Мой собеседник бросает беглый взгляд на циферблат… Скоро четыре. Надо торопиться и, препоручив меня девушке, которая вела экскурсию по музею, Кнут Хаугланд отправляется на первое свидание с дочерью.

На прощание я дарю ему ленинградское издание «Кон-Тики», которого в книжном собрании музея еще нет.

Дня через три мы снова встретились с Кнутом Хаугландом, у крепости Акерсхюс, под стенами которой на площади разместились дощатые выставочные павильоны…

Рядом с норвежскими флагами у ворот развевались «серпастые и молоткастые» знамена Советского Союза. Открывалась наша промышленная выставка…

Вчера еще товарищи из Внешторга были в сильном волнении. Где-то по дороге, неведомо на какой станции или пристани, застряла, запропастилась модель спутника, стенд для которого был готов в главном павильоне у входа. Даже успехи изящного выводка модельерш не смогли бы, конечно, возместить отсутствие на выставке спутника!

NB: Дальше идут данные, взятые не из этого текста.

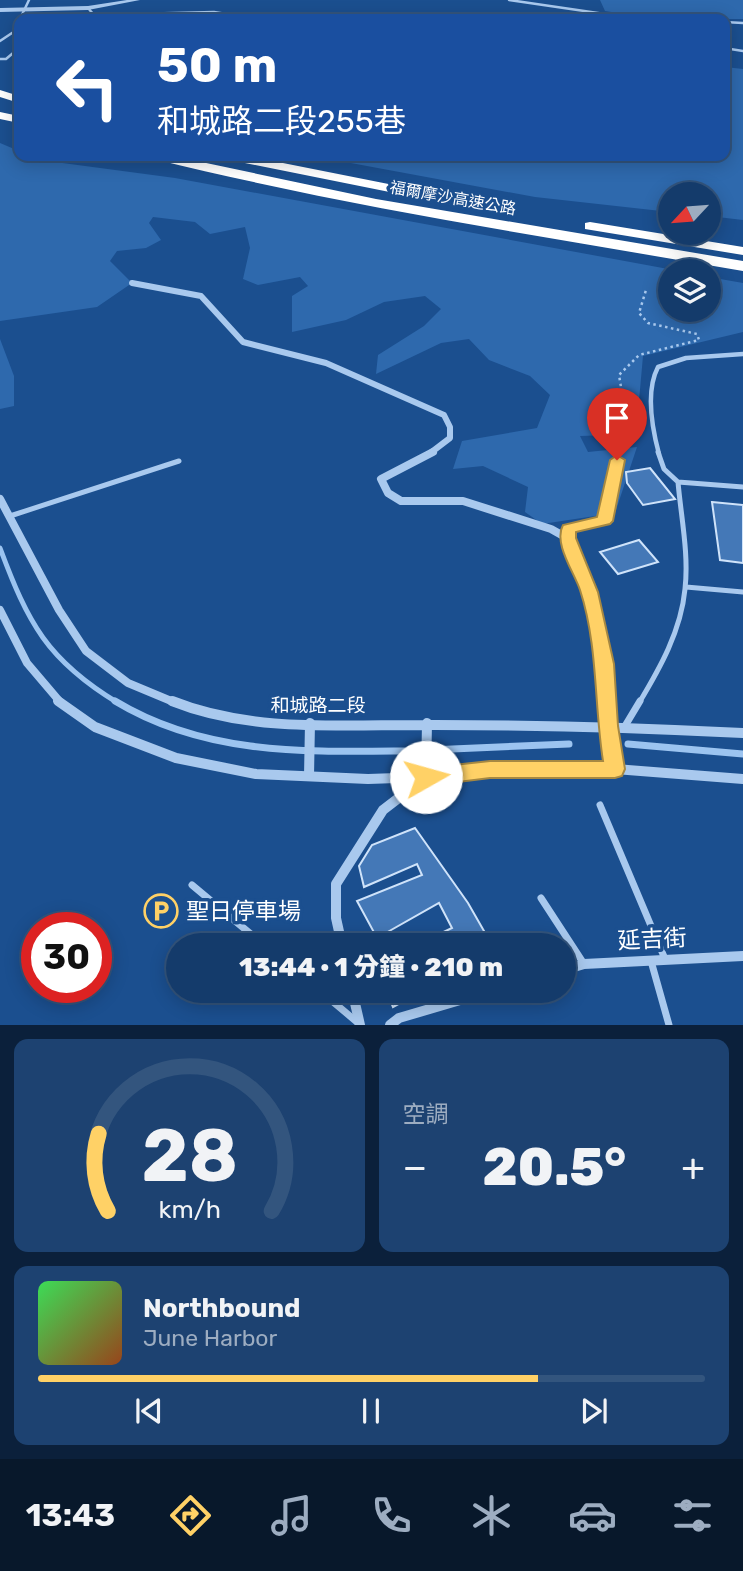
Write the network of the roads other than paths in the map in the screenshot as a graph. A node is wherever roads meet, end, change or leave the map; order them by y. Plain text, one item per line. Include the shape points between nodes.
1 (29, 0) edge
2 (137, 0) edge
3 (509, 0) edge
4 (88, 8) junction
5 (0, 10) edge
6 (22, 10) junction
7 (21, 14) edge
8 (93, 14) edge
9 (134, 14) edge
10 (226, 14) edge
11 (605, 14) edge
12 (13, 32) edge
13 (0, 41) edge
14 (179, 161) edge
15 (255, 161) edge
16 (743, 251) edge
17 (743, 266) edge
18 (132, 283) dead end
19 (743, 354) edge
20 (617, 460) dead end
21 (178, 461) dead end
22 (678, 482) junction
23 (743, 487) edge
24 (0, 499) edge
25 (10, 516) junction
26 (568, 538) junction
27 (686, 587) junction
28 (743, 592) edge
29 (0, 610) edge
30 (310, 723) junction
31 (427, 723) junction
32 (608, 726) junction
33 (625, 726) junction
34 (743, 733) edge
35 (615, 769) junction
36 (309, 776) junction
37 (426, 777) junction
38 (743, 779) edge
39 (600, 805) dead end
40 (192, 885) dead end
41 (541, 898) dead end
42 (250, 933) edge
43 (339, 933) edge
44 (743, 956) edge
45 (665, 959) junction
46 (650, 960) junction
47 (584, 964) junction
48 (576, 966) edge
49 (334, 1003) edge
50 (355, 1003) edge
51 (450, 1003) edge
52 (360, 1025) edge
53 (390, 1025) edge
54 (669, 1025) edge

1 - 6 lane
2 - 4 street
3 - 11 lane
4 - 6 street
4 - 8 lane
5 - 6 street
6 - 7 lane
9 - 10 lane
12 - 13 lane
14 - 17 highway, 福爾摩沙高速公路 via 424,211
15 - 16 highway, 福爾摩沙高速公路 via 525,216
18 - 26 street via 201,296 243,342 326,363 444,415 450,438 437,450 381,479 388,493 401,501 463,501
19 - 22 lane via 720,352 661,364 654,373 651,405 660,460 664,471
20 - 26 lane via 605,521 568,529
21 - 25 lane
22 - 23 lane
22 - 27 lane
24 - 25 street, 和城路二段
25 - 30 street, 和城路二段 via 86,651 128,683 194,710 256,723
26 - 32 street via 589,592 604,664
27 - 28 lane
27 - 33 lane via 666,659
29 - 36 street via 27,663 57,700 95,727 176,758 256,774
30 - 31 street, 和城路二段
30 - 36 street, bridge
31 - 32 street, 和城路二段
31 - 37 street
32 - 33 street, 和城路二段
32 - 35 street
33 - 34 street, 和城路二段
35 - 37 street via 490,769
35 - 38 street
36 - 37 street
37 - 43 street via 383,810 336,884
39 - 45 lane
40 - 42 lane
41 - 47 lane
44 - 45 street, 延吉街
45 - 46 street, 延吉街
46 - 47 street, 延吉街
46 - 54 lane
47 - 48 street, 延吉街
49 - 52 lane
50 - 52 street
51 - 53 street

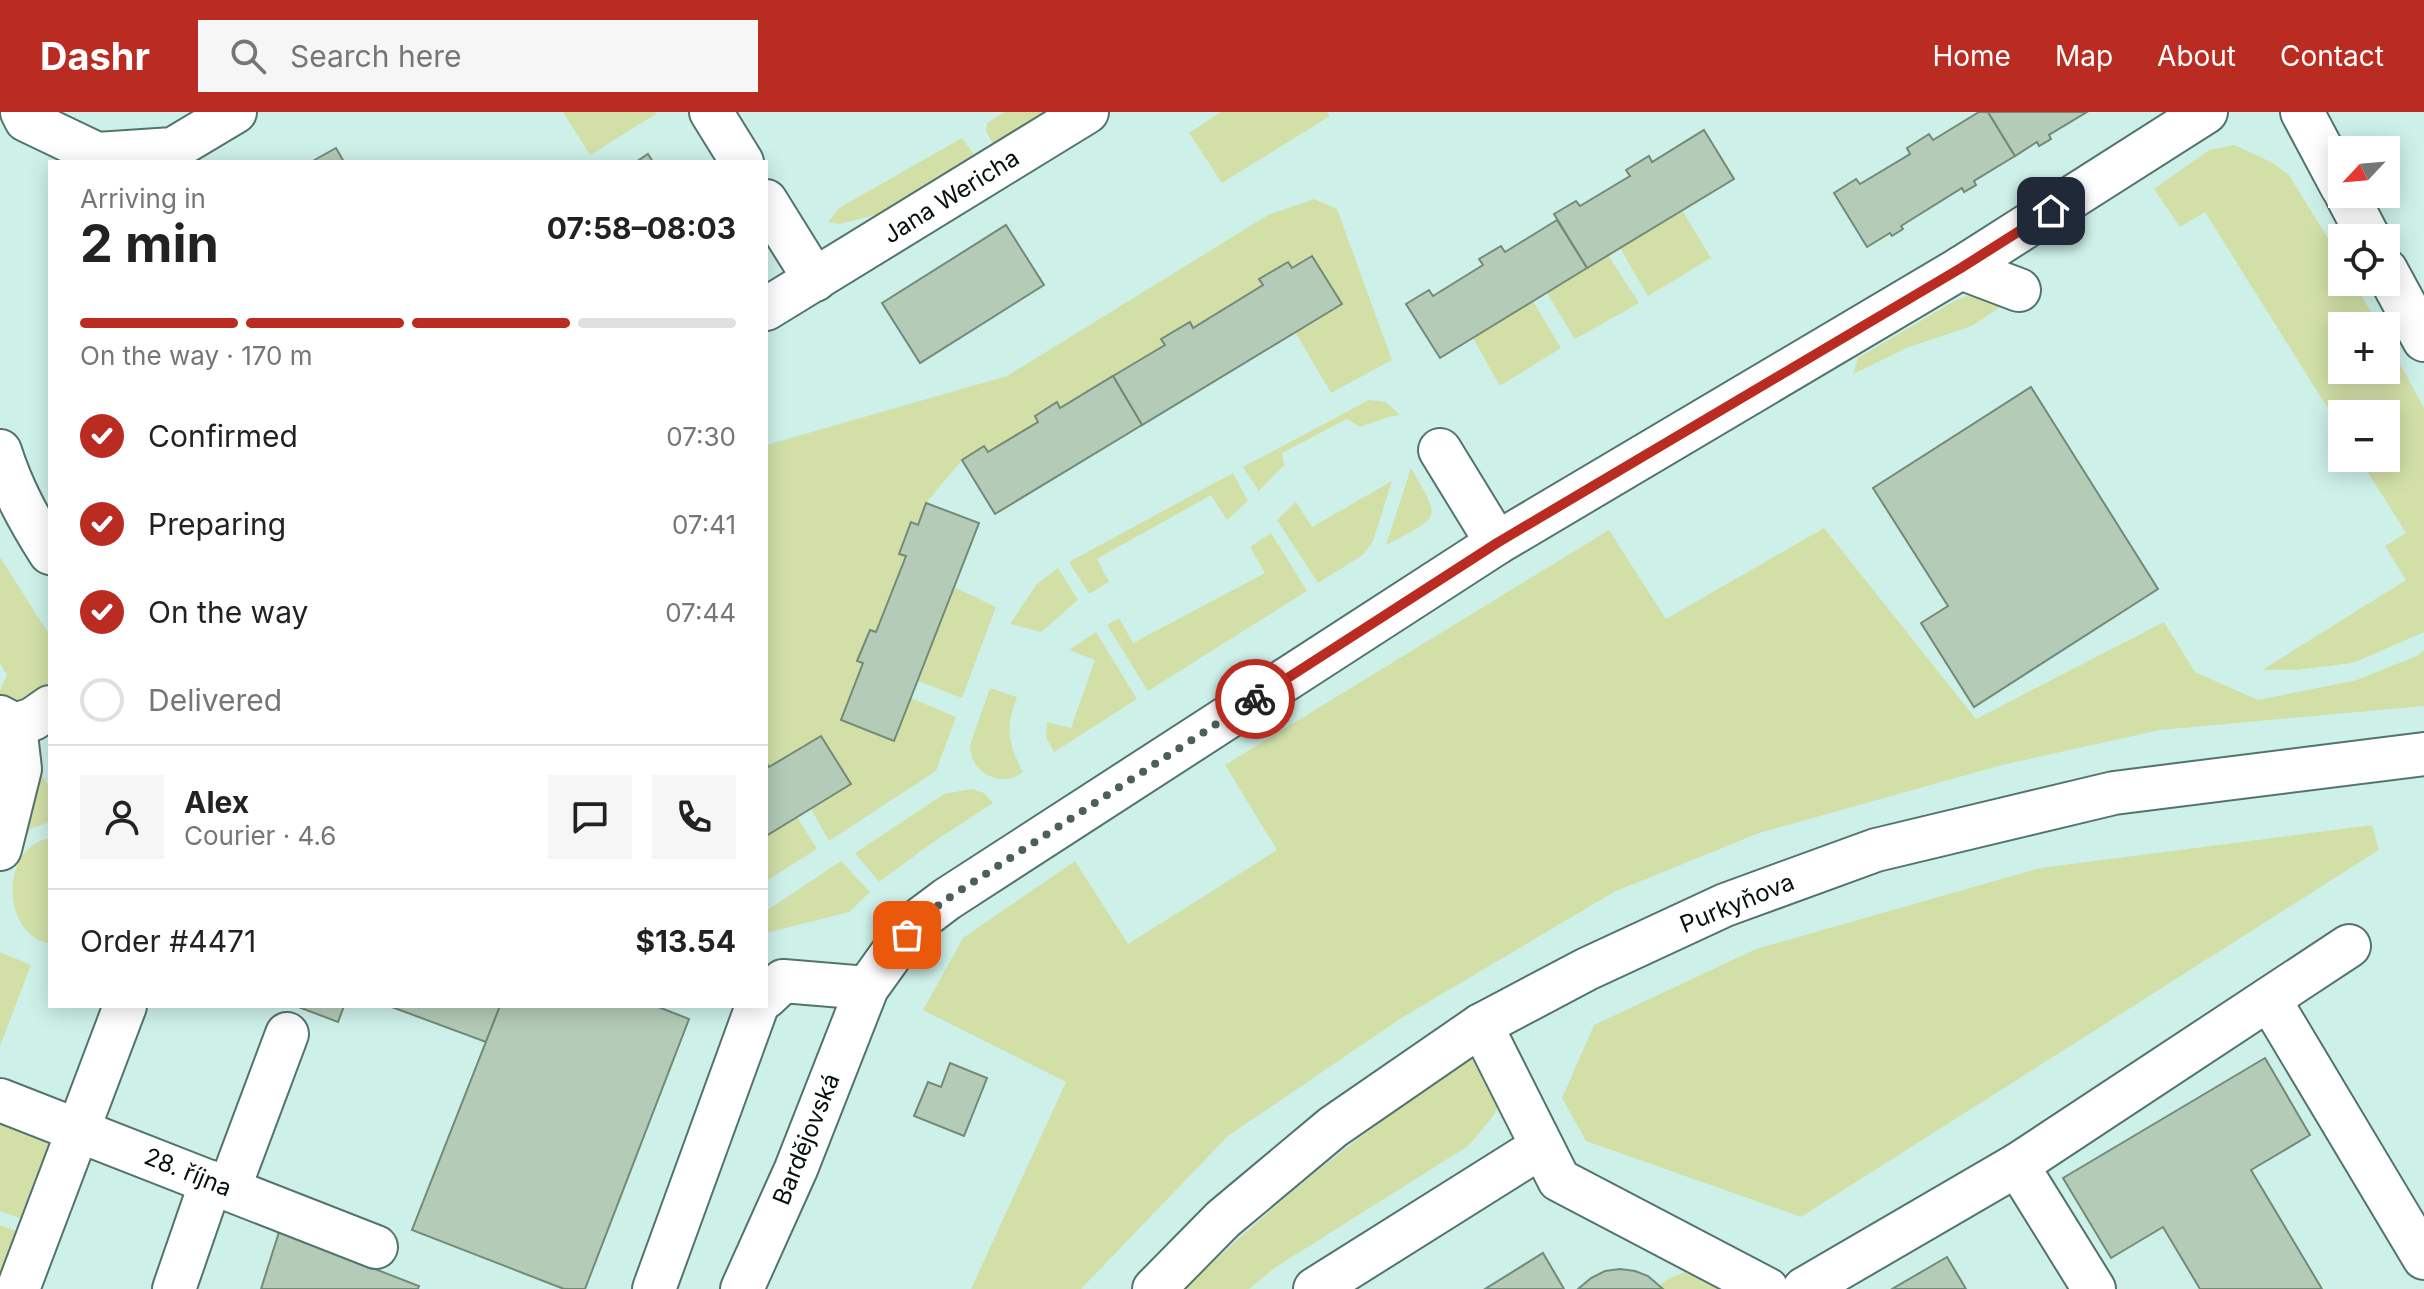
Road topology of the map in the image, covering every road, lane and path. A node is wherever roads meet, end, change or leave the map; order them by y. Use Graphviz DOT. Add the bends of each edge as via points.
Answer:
graph roads {
  1 [pos="22,112"];
  2 [pos="235,112"];
  3 [pos="711,112"];
  4 [pos="1087,112"];
  5 [pos="2206,112"];
  6 [pos="2302,112"];
  7 [pos="741,160"];
  8 [pos="2328,161"];
  9 [pos="768,204"];
  10 [pos="1961,268"];
  11 [pos="815,280"];
  12 [pos="2019,290"];
  13 [pos="2400,296"];
  14 [pos="768,308"];
  15 [pos="2424,340"];
  16 [pos="1440,450"];
  17 [pos="0,451"];
  18 [pos="1497,543"];
  19 [pos="48,550"];
  20 [pos="22,716"];
  21 [pos="2424,754"];
  22 [pos="0,849"];
  23 [pos="2349,946"];
  24 [pos="867,988"];
  25 [pos="768,995"];
  26 [pos="2269,999"];
  27 [pos="124,1008"];
  28 [pos="756,1008"];
  29 [pos="1481,1025"];
  30 [pos="287,1034"];
  31 [pos="0,1100"];
  32 [pos="79,1129"];
  33 [pos="1541,1147"];
  34 [pos="2017,1165"];
  35 [pos="220,1185"];
  36 [pos="376,1247"];
  37 [pos="2424,1258"];
  38 [pos="18,1289"];
  39 [pos="174,1289"];
  40 [pos="654,1289"];
  41 [pos="742,1289"];
  42 [pos="1154,1289"];
  43 [pos="1315,1289"];
  44 [pos="1767,1289"];
  45 [pos="1804,1289"];
  46 [pos="2094,1289"];
  1 -- 2 [label="street" via="26,120 97,154 173,149"];
  3 -- 7 [label="street"];
  4 -- 11 [label="street, Jana Wericha"];
  5 -- 10 [label="street, Bardějovská"];
  6 -- 8 [label="street"];
  9 -- 11 [label="street"];
  10 -- 12 [label="street"];
  10 -- 18 [label="street, Bardějovská" via="1676,451"];
  11 -- 14 [label="street, Jana Wericha"];
  13 -- 15 [label="street"];
  16 -- 18 [label="street"];
  17 -- 19 [label="street" via="21,507"];
  18 -- 24 [label="street, Bardějovská" via="947,899 919,920"];
  20 -- 22 [label="street" via="20,769"];
  21 -- 29 [label="street, Purkyňova" via="2114,793 1876,850 1725,905"];
  23 -- 26 [label="street"];
  24 -- 25 [label="street" via="783,981"];
  24 -- 41 [label="street, Bardějovská"];
  26 -- 34 [label="street"];
  26 -- 37 [label="street"];
  27 -- 32 [label="street"];
  28 -- 40 [label="street"];
  29 -- 33 [label="street"];
  29 -- 42 [label="street, Purkyňova" via="1333,1127 1223,1219"];
  30 -- 35 [label="street"];
  31 -- 32 [label="street, 28. října"];
  32 -- 35 [label="street, 28. října"];
  32 -- 38 [label="street"];
  33 -- 43 [label="street"];
  33 -- 44 [label="street" via="1559,1180"];
  34 -- 45 [label="street"];
  34 -- 46 [label="street"];
  35 -- 36 [label="street, 28. října"];
  35 -- 39 [label="street"];
}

Весь день по телеграфу и телефонам шли розыски потерявшегося экспоната. Наконец он был найден, доставлен и перед самым открытием водворен на место.

От ворот к месту президиума, к раковине для оркестра, скамьи перед которой уже до отказа заполнены публикой, быстро раскатывают красную ковровую дорожку. По ней должен пройти король…

В толпе я увидел Хаугланда. Поздороваться было куда легче, чем пробраться к нему.

— Как здоровье жены? Как назвали малышку?

Старшего сына Кнут назвал Турфин, именем, соединявшим в себе имена двух его лучших друзей — Хейердала и доктора-восприемника, у новорожденной же, пусть судьба пошлет ей счастье, в тот день имени еще не было.

Через некоторое время, когда я рассказал Туру Хейердалу о своей встрече с Хаугландом и о том, что тот мне говорил о нем, Тур воскликнул:

— Ну, так я ему отомщу! Расскажу то, чего он сам никогда о себе не скажет. Ведь он вам не сказал, что получил самые высшие, выше которых нет, воинские награды — английскую и норвежскую?

— Нет, не сказал.

— А о том, что все суммы, которые ему причитались за разрешение фильма о нем и за консультацию сценария (а это немало!), он передал вдовам своих товарищей-парашютистов! Не хочу, мол, ничего зарабатывать на своем участии в войне. Об этом тоже умолчал?